[[ EXTRACTED DATA open ]]

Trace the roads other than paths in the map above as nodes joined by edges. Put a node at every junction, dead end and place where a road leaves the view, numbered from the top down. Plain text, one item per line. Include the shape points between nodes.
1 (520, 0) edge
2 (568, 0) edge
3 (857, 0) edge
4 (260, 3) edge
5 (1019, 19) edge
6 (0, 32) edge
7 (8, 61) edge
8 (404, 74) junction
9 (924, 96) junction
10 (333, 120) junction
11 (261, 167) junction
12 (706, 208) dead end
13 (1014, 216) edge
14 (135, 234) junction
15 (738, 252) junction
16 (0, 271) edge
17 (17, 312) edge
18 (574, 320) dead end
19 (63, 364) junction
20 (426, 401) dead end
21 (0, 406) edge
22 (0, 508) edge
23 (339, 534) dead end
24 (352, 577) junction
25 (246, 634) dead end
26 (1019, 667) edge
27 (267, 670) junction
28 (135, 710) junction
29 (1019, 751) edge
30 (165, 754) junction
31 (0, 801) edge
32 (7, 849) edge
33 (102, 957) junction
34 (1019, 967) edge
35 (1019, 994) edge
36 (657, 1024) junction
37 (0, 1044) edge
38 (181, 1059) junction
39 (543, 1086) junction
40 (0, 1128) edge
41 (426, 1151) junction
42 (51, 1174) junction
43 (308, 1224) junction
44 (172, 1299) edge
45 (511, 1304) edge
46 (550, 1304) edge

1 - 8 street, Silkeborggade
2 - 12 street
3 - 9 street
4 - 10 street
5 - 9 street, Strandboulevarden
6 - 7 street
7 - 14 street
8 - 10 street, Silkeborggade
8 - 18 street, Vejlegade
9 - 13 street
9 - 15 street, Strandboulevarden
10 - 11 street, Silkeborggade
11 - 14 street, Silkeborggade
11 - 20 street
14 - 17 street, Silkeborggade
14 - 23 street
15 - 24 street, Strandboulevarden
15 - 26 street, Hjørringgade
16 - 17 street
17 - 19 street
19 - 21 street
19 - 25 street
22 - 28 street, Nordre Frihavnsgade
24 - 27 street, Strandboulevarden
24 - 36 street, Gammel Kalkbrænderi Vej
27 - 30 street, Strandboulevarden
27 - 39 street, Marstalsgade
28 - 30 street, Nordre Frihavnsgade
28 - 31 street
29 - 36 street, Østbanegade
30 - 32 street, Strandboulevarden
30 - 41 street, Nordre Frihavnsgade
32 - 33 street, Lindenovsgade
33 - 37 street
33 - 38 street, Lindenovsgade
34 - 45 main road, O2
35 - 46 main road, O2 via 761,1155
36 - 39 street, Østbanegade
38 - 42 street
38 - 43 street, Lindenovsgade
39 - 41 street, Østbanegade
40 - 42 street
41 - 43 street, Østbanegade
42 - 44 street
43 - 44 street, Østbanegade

[[ EXTRACTED DATA closed ]]

» **TASK INSTRUCTIONS**
Give every record again, exactly as it appears.

» **PROBLEM SOLUTION**
Trace the roads other than paths in the map above as nodes joined by edges. Put a node at every junction, dead end and place where a road leaves the view, numbered from the top down. Plain text, one item per line. Include the shape points between nodes.
1 (520, 0) edge
2 (568, 0) edge
3 (857, 0) edge
4 (260, 3) edge
5 (1019, 19) edge
6 (0, 32) edge
7 (8, 61) edge
8 (404, 74) junction
9 (924, 96) junction
10 (333, 120) junction
11 (261, 167) junction
12 (706, 208) dead end
13 (1014, 216) edge
14 (135, 234) junction
15 (738, 252) junction
16 (0, 271) edge
17 (17, 312) edge
18 (574, 320) dead end
19 (63, 364) junction
20 (426, 401) dead end
21 (0, 406) edge
22 (0, 508) edge
23 (339, 534) dead end
24 (352, 577) junction
25 (246, 634) dead end
26 (1019, 667) edge
27 (267, 670) junction
28 (135, 710) junction
29 (1019, 751) edge
30 (165, 754) junction
31 (0, 801) edge
32 (7, 849) edge
33 (102, 957) junction
34 (1019, 967) edge
35 (1019, 994) edge
36 (657, 1024) junction
37 (0, 1044) edge
38 (181, 1059) junction
39 (543, 1086) junction
40 (0, 1128) edge
41 (426, 1151) junction
42 (51, 1174) junction
43 (308, 1224) junction
44 (172, 1299) edge
45 (511, 1304) edge
46 (550, 1304) edge

1 - 8 street, Silkeborggade
2 - 12 street
3 - 9 street
4 - 10 street
5 - 9 street, Strandboulevarden
6 - 7 street
7 - 14 street
8 - 10 street, Silkeborggade
8 - 18 street, Vejlegade
9 - 13 street
9 - 15 street, Strandboulevarden
10 - 11 street, Silkeborggade
11 - 14 street, Silkeborggade
11 - 20 street
14 - 17 street, Silkeborggade
14 - 23 street
15 - 24 street, Strandboulevarden
15 - 26 street, Hjørringgade
16 - 17 street
17 - 19 street
19 - 21 street
19 - 25 street
22 - 28 street, Nordre Frihavnsgade
24 - 27 street, Strandboulevarden
24 - 36 street, Gammel Kalkbrænderi Vej
27 - 30 street, Strandboulevarden
27 - 39 street, Marstalsgade
28 - 30 street, Nordre Frihavnsgade
28 - 31 street
29 - 36 street, Østbanegade
30 - 32 street, Strandboulevarden
30 - 41 street, Nordre Frihavnsgade
32 - 33 street, Lindenovsgade
33 - 37 street
33 - 38 street, Lindenovsgade
34 - 45 main road, O2
35 - 46 main road, O2 via 761,1155
36 - 39 street, Østbanegade
38 - 42 street
38 - 43 street, Lindenovsgade
39 - 41 street, Østbanegade
40 - 42 street
41 - 43 street, Østbanegade
42 - 44 street
43 - 44 street, Østbanegade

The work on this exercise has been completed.